══ Information provided

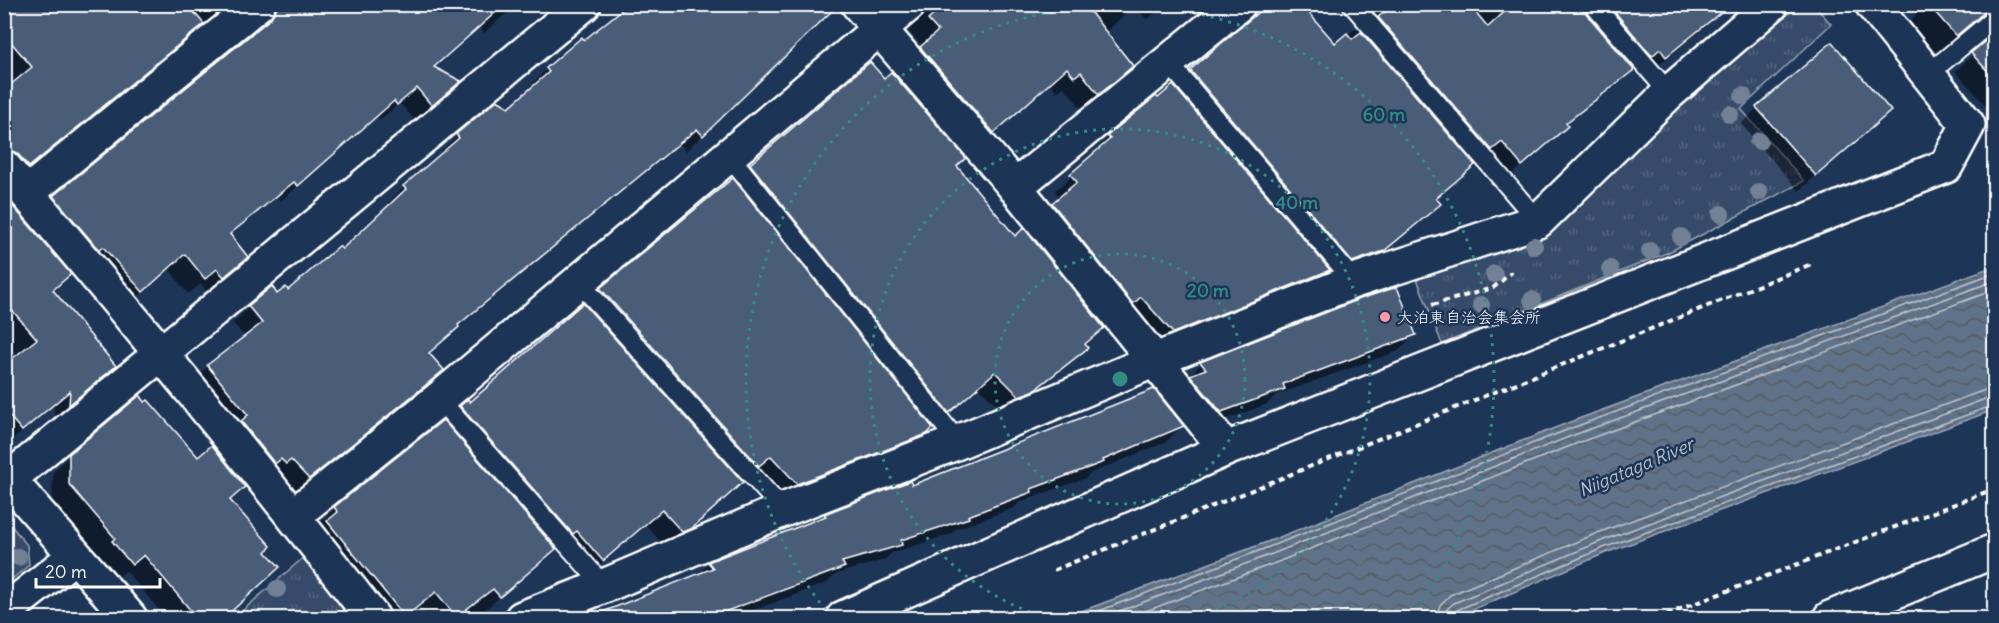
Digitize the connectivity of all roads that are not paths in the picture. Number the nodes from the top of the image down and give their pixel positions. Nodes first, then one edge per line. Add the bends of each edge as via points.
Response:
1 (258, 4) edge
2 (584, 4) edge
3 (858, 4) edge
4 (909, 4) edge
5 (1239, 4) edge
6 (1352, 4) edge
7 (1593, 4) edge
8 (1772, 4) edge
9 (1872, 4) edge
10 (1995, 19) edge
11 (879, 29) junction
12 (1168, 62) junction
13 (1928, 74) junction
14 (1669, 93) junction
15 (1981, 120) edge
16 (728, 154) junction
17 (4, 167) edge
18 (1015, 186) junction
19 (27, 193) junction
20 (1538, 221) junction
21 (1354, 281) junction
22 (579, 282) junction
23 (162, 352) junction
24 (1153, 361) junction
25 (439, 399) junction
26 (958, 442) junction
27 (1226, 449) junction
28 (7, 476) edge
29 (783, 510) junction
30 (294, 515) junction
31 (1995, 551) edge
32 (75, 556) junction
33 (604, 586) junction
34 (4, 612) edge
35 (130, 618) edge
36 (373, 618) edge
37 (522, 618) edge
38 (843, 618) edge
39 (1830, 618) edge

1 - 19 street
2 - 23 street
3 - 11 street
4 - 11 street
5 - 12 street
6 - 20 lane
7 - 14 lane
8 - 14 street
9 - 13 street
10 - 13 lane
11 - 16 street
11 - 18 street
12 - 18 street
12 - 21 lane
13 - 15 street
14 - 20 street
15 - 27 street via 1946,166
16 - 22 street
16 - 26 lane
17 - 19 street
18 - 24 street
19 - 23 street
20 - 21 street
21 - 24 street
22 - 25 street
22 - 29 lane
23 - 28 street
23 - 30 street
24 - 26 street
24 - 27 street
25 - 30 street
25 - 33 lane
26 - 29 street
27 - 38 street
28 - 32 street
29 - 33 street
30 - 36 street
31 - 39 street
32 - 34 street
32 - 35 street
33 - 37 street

════
══ Information provided

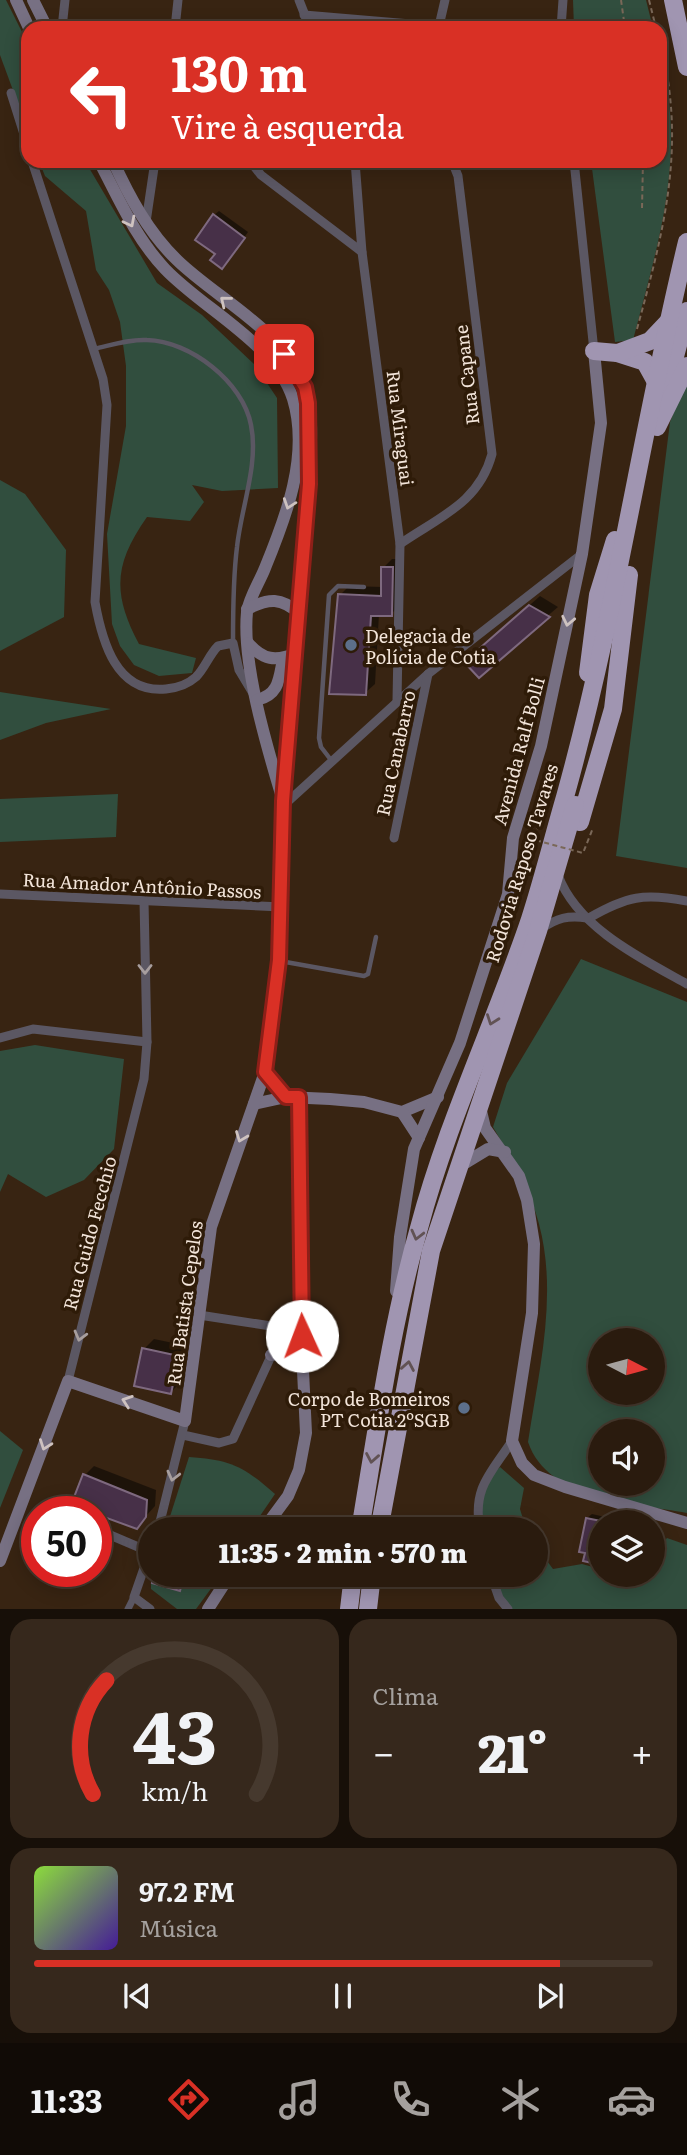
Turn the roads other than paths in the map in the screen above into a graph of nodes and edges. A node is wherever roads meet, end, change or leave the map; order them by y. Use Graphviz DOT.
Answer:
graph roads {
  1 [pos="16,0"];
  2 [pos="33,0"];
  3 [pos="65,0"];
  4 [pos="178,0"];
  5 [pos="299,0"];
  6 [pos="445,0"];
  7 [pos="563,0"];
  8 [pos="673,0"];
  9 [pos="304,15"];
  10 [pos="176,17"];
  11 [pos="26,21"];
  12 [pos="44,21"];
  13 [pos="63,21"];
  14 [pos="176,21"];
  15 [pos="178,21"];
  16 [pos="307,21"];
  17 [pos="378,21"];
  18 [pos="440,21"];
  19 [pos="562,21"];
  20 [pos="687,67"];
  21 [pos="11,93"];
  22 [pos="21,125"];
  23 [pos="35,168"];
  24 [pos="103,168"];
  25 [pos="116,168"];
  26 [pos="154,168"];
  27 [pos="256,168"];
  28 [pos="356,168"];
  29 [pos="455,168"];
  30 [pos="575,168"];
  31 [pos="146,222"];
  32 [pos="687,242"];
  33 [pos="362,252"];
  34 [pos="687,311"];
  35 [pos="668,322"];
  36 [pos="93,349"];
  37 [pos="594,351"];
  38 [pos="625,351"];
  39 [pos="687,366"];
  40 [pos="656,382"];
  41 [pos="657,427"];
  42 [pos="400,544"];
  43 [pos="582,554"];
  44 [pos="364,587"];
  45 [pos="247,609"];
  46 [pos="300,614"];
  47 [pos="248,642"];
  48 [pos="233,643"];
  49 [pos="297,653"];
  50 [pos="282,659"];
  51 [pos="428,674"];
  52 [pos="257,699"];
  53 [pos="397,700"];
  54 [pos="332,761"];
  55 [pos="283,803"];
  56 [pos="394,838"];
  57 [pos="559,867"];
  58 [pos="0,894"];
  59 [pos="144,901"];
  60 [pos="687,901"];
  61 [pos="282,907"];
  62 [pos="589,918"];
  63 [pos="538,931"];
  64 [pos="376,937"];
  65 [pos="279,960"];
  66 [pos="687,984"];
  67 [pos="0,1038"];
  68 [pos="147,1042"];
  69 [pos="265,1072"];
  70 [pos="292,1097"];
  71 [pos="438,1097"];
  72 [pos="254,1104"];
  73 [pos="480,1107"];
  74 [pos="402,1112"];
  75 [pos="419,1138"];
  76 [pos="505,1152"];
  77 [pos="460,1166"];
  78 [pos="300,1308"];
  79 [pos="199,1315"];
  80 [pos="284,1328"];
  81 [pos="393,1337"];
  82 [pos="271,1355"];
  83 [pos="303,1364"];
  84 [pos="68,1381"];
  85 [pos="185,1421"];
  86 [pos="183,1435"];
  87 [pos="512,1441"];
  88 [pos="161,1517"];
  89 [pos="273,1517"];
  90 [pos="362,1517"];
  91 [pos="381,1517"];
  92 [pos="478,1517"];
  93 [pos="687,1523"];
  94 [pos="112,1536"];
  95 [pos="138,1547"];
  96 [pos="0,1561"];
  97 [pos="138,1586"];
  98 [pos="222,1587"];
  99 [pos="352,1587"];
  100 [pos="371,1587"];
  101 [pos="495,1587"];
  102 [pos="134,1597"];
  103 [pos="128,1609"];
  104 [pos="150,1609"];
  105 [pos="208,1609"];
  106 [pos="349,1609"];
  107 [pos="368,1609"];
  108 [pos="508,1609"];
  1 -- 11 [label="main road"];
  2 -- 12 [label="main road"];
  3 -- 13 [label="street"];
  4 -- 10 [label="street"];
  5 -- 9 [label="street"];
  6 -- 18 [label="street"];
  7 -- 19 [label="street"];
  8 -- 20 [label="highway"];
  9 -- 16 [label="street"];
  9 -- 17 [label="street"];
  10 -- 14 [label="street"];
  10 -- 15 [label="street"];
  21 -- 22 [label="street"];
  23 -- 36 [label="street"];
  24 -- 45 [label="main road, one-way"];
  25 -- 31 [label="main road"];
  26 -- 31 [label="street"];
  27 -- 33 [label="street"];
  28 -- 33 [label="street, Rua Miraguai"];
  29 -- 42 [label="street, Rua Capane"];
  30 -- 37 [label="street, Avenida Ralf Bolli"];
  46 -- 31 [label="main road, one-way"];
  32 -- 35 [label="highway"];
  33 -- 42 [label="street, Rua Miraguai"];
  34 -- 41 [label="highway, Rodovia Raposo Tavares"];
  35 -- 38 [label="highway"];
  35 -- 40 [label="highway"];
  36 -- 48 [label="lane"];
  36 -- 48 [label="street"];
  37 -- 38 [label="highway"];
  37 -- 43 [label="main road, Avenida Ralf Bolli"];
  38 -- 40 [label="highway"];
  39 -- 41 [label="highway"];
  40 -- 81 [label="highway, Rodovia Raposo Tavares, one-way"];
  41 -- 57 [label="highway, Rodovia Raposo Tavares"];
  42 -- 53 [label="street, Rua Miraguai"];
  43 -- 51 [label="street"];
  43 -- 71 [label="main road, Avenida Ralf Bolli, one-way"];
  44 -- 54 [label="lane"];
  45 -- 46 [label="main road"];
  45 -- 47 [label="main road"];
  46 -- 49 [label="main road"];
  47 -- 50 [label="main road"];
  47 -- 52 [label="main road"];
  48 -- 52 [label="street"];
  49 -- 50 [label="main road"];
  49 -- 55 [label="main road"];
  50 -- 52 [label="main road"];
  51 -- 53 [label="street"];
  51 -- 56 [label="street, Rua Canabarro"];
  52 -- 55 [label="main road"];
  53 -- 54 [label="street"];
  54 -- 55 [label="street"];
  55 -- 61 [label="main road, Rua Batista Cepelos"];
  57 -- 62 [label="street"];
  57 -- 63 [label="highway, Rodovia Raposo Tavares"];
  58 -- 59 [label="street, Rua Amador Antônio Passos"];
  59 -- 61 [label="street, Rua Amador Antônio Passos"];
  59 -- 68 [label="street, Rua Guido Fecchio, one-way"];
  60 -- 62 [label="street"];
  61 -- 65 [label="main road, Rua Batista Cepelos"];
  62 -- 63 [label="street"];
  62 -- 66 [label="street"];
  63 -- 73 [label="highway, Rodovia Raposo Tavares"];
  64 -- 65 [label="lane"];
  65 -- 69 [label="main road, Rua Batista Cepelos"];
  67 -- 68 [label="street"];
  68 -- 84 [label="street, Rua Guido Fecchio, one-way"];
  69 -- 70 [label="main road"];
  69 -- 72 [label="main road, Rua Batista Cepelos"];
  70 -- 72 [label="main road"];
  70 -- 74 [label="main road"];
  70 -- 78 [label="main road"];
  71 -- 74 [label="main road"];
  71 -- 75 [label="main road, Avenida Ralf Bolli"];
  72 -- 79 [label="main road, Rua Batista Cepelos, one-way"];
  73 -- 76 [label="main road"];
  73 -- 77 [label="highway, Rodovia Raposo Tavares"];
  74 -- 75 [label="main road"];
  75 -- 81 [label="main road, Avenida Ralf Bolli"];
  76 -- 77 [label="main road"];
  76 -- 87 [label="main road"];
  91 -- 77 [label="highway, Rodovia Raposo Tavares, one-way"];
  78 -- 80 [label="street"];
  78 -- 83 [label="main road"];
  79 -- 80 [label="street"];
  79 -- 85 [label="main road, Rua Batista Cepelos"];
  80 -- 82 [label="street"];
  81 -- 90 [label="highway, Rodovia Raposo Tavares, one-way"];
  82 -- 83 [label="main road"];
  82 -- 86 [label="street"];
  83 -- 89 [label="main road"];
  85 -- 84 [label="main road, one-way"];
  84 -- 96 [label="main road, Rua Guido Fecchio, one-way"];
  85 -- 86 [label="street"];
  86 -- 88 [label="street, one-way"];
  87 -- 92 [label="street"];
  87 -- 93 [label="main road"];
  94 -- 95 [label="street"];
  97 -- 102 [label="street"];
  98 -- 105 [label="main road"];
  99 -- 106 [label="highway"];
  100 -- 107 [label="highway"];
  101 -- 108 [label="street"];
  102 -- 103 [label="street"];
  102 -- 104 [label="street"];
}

════

• The problem:
What belongs in the answer is each line of the data that has the word "Tavares".

• Task output:
  34 -- 41 [label="highway, Rodovia Raposo Tavares"];
  40 -- 81 [label="highway, Rodovia Raposo Tavares, one-way"];
  41 -- 57 [label="highway, Rodovia Raposo Tavares"];
  57 -- 63 [label="highway, Rodovia Raposo Tavares"];
  63 -- 73 [label="highway, Rodovia Raposo Tavares"];
  73 -- 77 [label="highway, Rodovia Raposo Tavares"];
  91 -- 77 [label="highway, Rodovia Raposo Tavares, one-way"];
  81 -- 90 [label="highway, Rodovia Raposo Tavares, one-way"];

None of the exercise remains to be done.